L’œuvre de vengeance dura jusqu’à ce que le soleil s’éleva au-dessus de l’horizon, et, éclairant cinq mille cadavres, vint sécher le sang répandu. Cinq mille étrangers furent sacrifiés, durant cette nuit, aux mânes des Flamands mis à mort : c’est une sanglante page des chroniques de Flandre, où ce chiffre terrible est soigneusement enregistré[1].

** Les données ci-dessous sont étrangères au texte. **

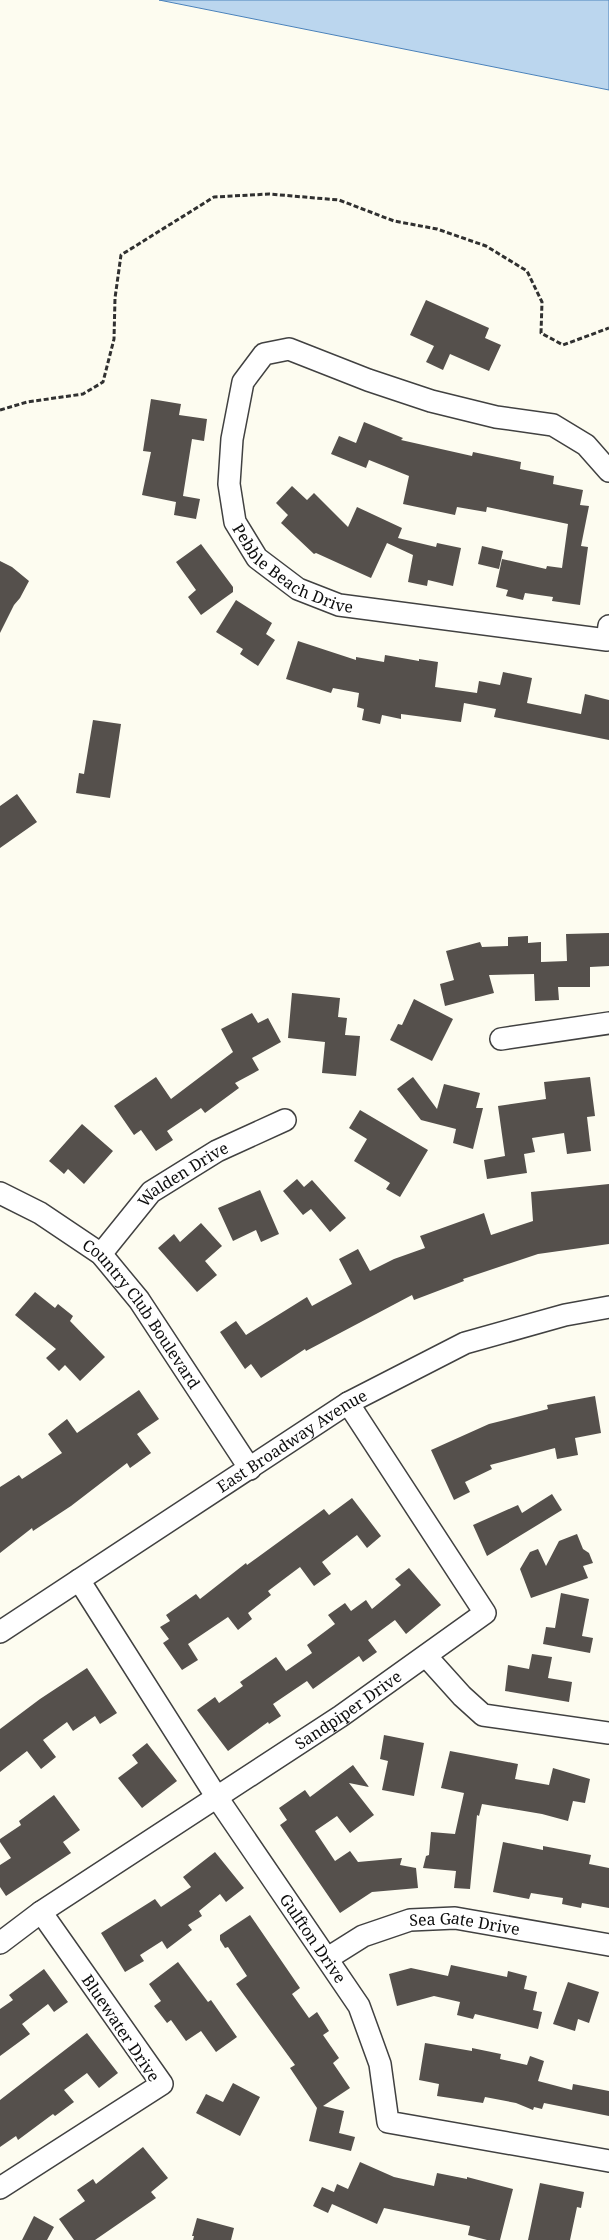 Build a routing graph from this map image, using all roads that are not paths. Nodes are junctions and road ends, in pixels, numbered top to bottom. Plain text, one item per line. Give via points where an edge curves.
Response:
1 (609, 471) edge
2 (608, 635) edge
3 (609, 1023) edge
4 (501, 1039) dead end
5 (285, 1120) dead end
6 (0, 1193) edge
7 (100, 1254) junction
8 (609, 1307) edge
9 (348, 1403) junction
10 (250, 1469) junction
11 (79, 1580) junction
12 (0, 1632) edge
13 (426, 1656) junction
14 (609, 1733) edge
15 (216, 1796) junction
16 (41, 1912) junction
17 (0, 1943) edge
18 (609, 1945) edge
19 (328, 1958) junction
20 (609, 2160) edge
21 (0, 2188) edge

1 - 2 street, Pebble Beach Drive via 586,445 553,425 496,417 431,401 289,349 264,354 243,382 232,439 229,484 235,522 257,558 298,589 339,605
3 - 4 street
5 - 7 street, Walden Drive via 217,1151 152,1192
6 - 7 street, Country Club Boulevard via 40,1213
7 - 10 street, Country Club Boulevard via 139,1300
8 - 9 street, East Broadway Avenue via 564,1315 465,1344
9 - 10 street, East Broadway Avenue
9 - 13 street, Sandpiper Drive via 485,1613
10 - 11 street, East Broadway Avenue
11 - 12 street, East Broadway Avenue
11 - 15 street, Gulfton Drive
13 - 14 street via 483,1715
13 - 15 street, Sandpiper Drive via 341,1716
15 - 16 street, Sandpiper Drive
15 - 19 street, Gulfton Drive
16 - 17 street, Sandpiper Drive
16 - 21 street, Bluewater Drive via 162,2084
18 - 19 street, Sea Gate Drive via 454,1918 410,1920 363,1936
19 - 20 street, Gulfton Drive via 359,2006 380,2064 388,2122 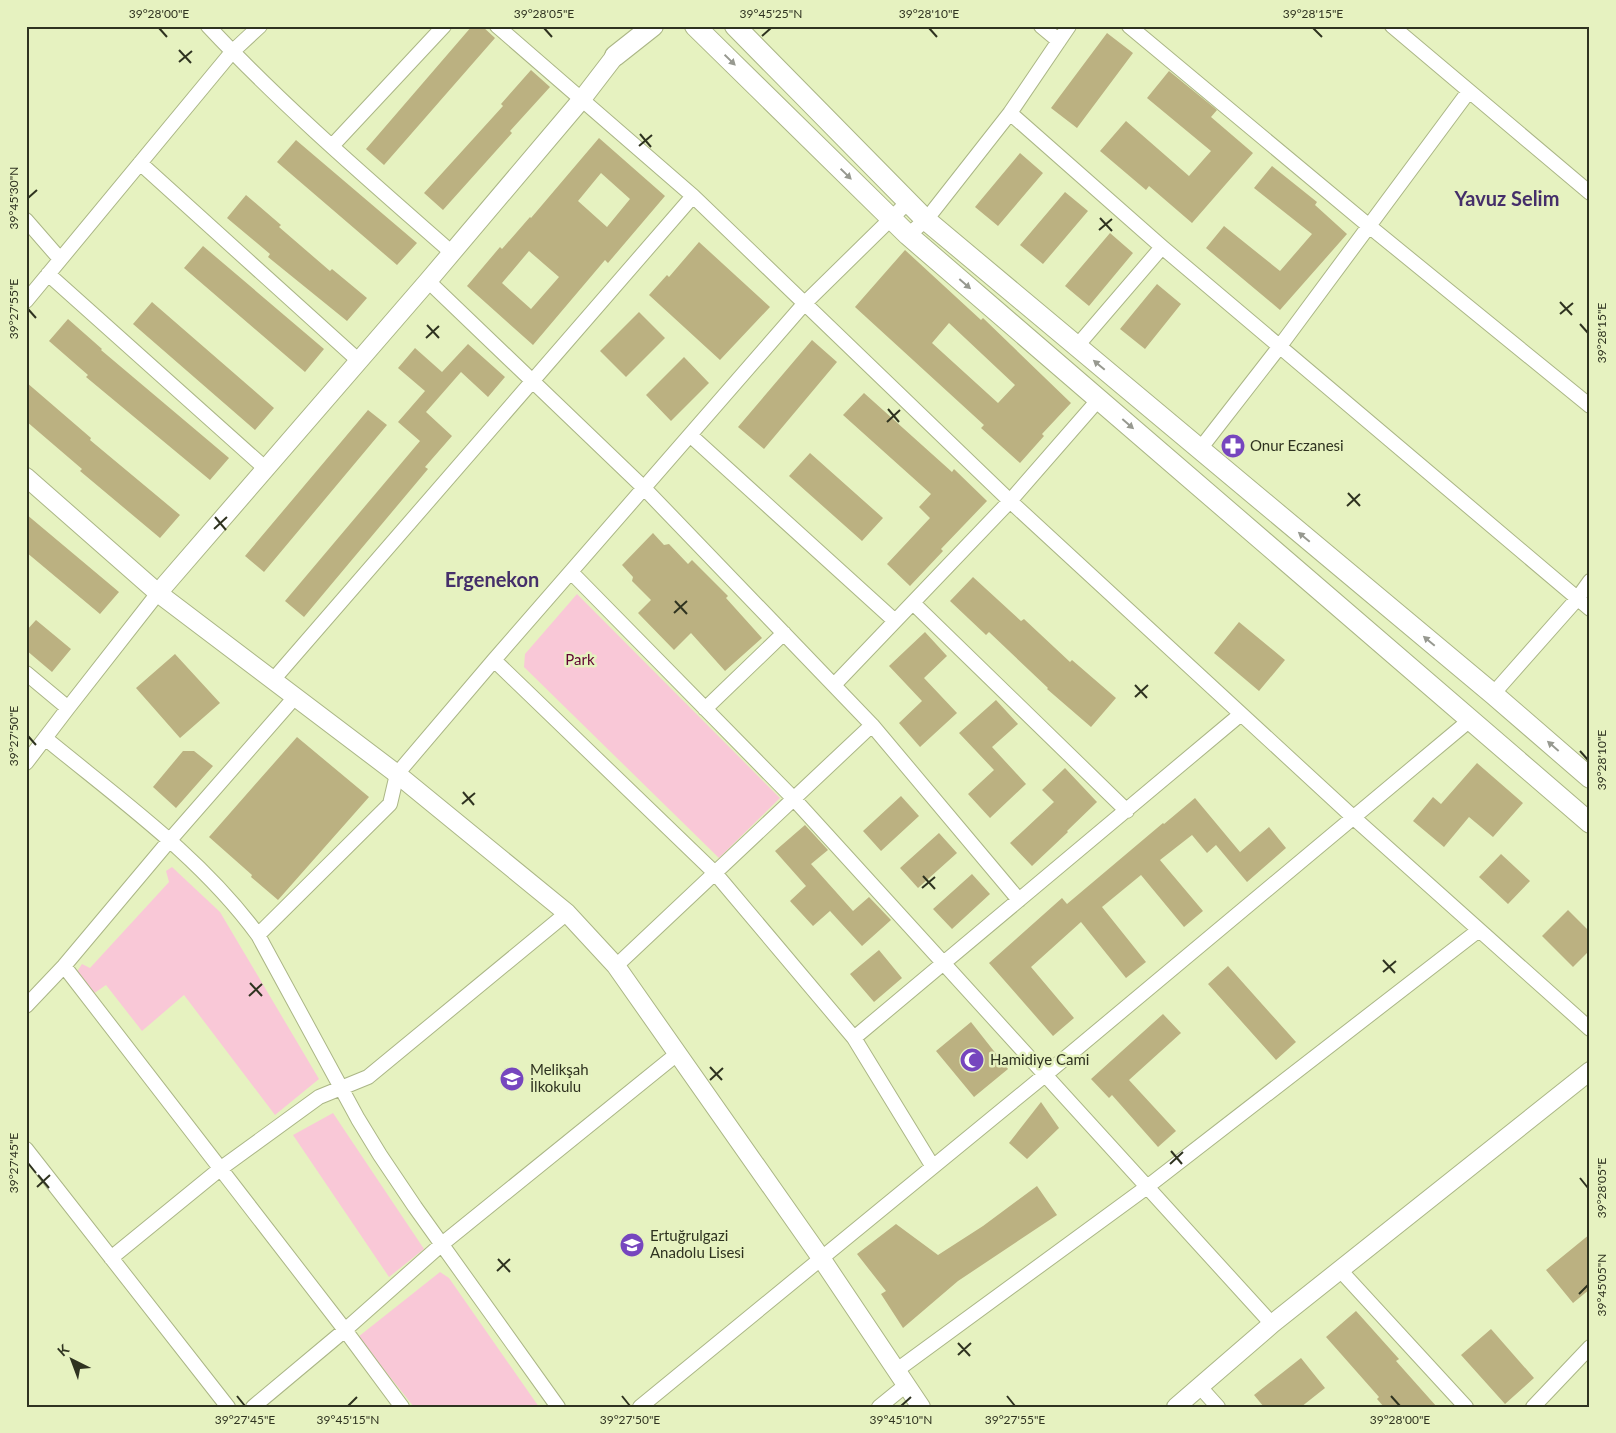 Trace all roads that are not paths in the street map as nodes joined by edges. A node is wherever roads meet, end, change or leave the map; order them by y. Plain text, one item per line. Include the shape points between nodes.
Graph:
1 (208, 26) edge
2 (260, 26) edge
3 (444, 26) edge
4 (497, 26) edge
5 (633, 26) edge
6 (653, 26) edge
7 (695, 26) edge
8 (735, 26) edge
9 (1041, 26) edge
10 (1069, 26) edge
11 (1130, 26) edge
12 (1392, 26) edge
13 (1059, 41) junction
14 (232, 52) junction
15 (614, 56) junction
16 (1469, 91) junction
17 (582, 99) junction
18 (1010, 113) junction
19 (332, 146) junction
20 (140, 163) junction
21 (1590, 193) edge
22 (693, 196) junction
23 (908, 202) junction
24 (891, 218) junction
25 (26, 220) edge
26 (926, 220) junction
27 (1369, 226) junction
28 (908, 235) junction
29 (1162, 247) junction
30 (451, 252) junction
31 (60, 259) junction
32 (48, 274) junction
33 (428, 281) junction
34 (26, 301) edge
35 (804, 304) junction
36 (1077, 346) junction
37 (1280, 346) junction
38 (359, 361) junction
39 (532, 380) junction
40 (1099, 399) junction
41 (1590, 406) edge
42 (690, 435) junction
43 (1200, 449) junction
44 (266, 469) junction
45 (26, 477) edge
46 (644, 488) junction
47 (1010, 501) junction
48 (571, 572) junction
49 (1590, 581) edge
50 (158, 593) junction
51 (1577, 599) junction
52 (913, 603) junction
53 (1590, 609) edge
54 (895, 622) junction
55 (784, 633) junction
56 (494, 660) junction
57 (26, 673) edge
58 (273, 680) junction
59 (834, 685) junction
60 (1493, 694) junction
61 (295, 697) junction
62 (68, 708) junction
63 (705, 709) junction
64 (1242, 714) junction
65 (1470, 720) junction
66 (872, 725) junction
67 (45, 738) junction
68 (26, 763) edge
69 (396, 774) junction
70 (1590, 778) edge
71 (794, 799) junction
72 (1127, 811) junction
73 (1354, 818) junction
74 (1590, 823) edge
75 (169, 841) junction
76 (715, 873) junction
77 (1019, 900) junction
78 (567, 913) junction
79 (1479, 930) junction
80 (258, 935) junction
81 (943, 963) junction
82 (64, 966) junction
83 (616, 966) junction
84 (26, 1006) edge
85 (1590, 1029) edge
86 (854, 1038) junction
87 (677, 1054) junction
88 (1590, 1071) edge
89 (1045, 1075) junction
90 (342, 1088) junction
91 (26, 1149) edge
92 (933, 1167) junction
93 (220, 1168) junction
94 (1147, 1187) junction
95 (442, 1244) junction
96 (111, 1258) junction
97 (821, 1258) junction
98 (1340, 1270) junction
99 (1272, 1324) junction
100 (344, 1330) junction
101 (1590, 1347) edge
102 (902, 1378) junction
103 (1200, 1387) junction
104 (228, 1407) edge
105 (253, 1407) edge
106 (402, 1407) edge
107 (558, 1407) edge
108 (640, 1407) edge
109 (879, 1407) edge
110 (921, 1407) edge
111 (1176, 1407) edge
112 (1218, 1407) edge
113 (1466, 1407) edge
114 (1533, 1407) edge

1 - 14 street
2 - 14 street
3 - 19 street
4 - 17 street
5 - 15 main road
6 - 15 main road
7 -> 24 main road
8 - 23 main road
9 - 13 street
10 - 13 street
11 - 27 street
12 - 16 street
13 - 18 street
14 - 19 street
14 - 20 street
15 - 17 street
16 - 21 street
16 - 27 street
17 - 22 street
17 - 30 street
18 - 26 street
18 - 29 street
19 - 30 street
20 - 31 street
20 - 38 street
22 - 35 street
22 - 39 street
23 - 24 street
23 - 26 main road
24 - 28 main road
24 - 35 street
25 - 31 street
26 - 28 street
26 - 36 main road
27 - 37 street
27 - 41 street
28 -> 40 main road
29 - 36 street
29 - 37 street
30 - 33 street
31 - 32 street
32 - 34 street
32 - 44 street
33 - 38 street
33 - 39 street
35 - 42 street
35 - 47 street
43 -> 36 main road
37 - 43 street
37 - 51 street
38 - 44 street
39 - 46 street
39 - 58 street
40 - 47 street
40 -> 65 main road
42 - 46 street
42 - 54 street
60 -> 43 main road
44 - 50 street
45 - 50 street
46 - 48 street
46 - 55 street
47 - 52 street
47 - 64 street
48 - 56 street
48 - 63 street
49 - 51 street
50 - 58 street
50 - 62 street
51 - 53 street
51 - 60 street
52 - 54 street
52 - 72 street
54 - 59 street
55 - 59 street
55 - 63 street
56 - 69 street
56 - 76 street
57 - 62 street
58 - 61 street
59 - 66 street
70 -> 60 main road
61 - 69 street
61 - 75 street
62 - 67 street
63 - 71 street
64 - 72 street
64 - 73 street
65 - 73 street
65 - 74 main road
66 - 71 street
66 - 77 street
67 - 68 street
67 - 75 street
69 - 78 street
69 - 80 street via 390,804
71 - 76 street
71 - 81 street
72 - 77 street
73 - 79 street
73 - 89 street
75 - 80 street via 224,893
75 - 82 street
76 - 83 street
76 - 86 street
77 - 81 street
78 - 83 street
78 - 90 street via 368,1078
79 - 85 street
79 - 94 street
80 - 90 street
81 - 86 street
81 - 89 street
82 - 84 street
82 - 93 street
83 - 87 street
86 - 92 street
87 - 95 street
87 - 97 street
88 - 98 street
89 - 92 street
89 - 94 street
90 - 93 street via 319,1097
90 - 95 street via 380,1155
91 - 96 street
92 - 97 street
93 - 96 street
93 - 100 street
94 - 99 street
94 - 102 street
95 - 100 street
95 - 107 street
96 - 104 street
97 - 102 street
97 - 108 street
98 - 99 street
98 - 113 street
99 - 103 street
100 - 105 street
100 - 106 street
101 - 114 street
102 - 109 street
102 - 110 street
103 - 111 street
103 - 112 street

Devant la demeure de messire de Mortenay se passait une scène étrange et terrible. Un millier de bouchers étaient étendus sur le pavé, la hache à la main, et les yeux pleins de menace et de vengeance fixés sur la porte. Leurs bras nus et leurs pourpoints étaient couverts de sang, et, au milieu d’eux, gisaient des cadavres étendus comme eux sur le sol. Quelques compagnons, appartenant à d’autres métiers, passaient de temps en temps au-dessus des bouchers

  1. Ce vendredi-là, plus de cinq mille Français furent mis à mort à Bruges, et, le lendemain, plus de deux mille autres, furent aussi massacrés à Gand : cela arriva en l’an de Notre-Seigneur, 1302. (L’Excellente Chronique.)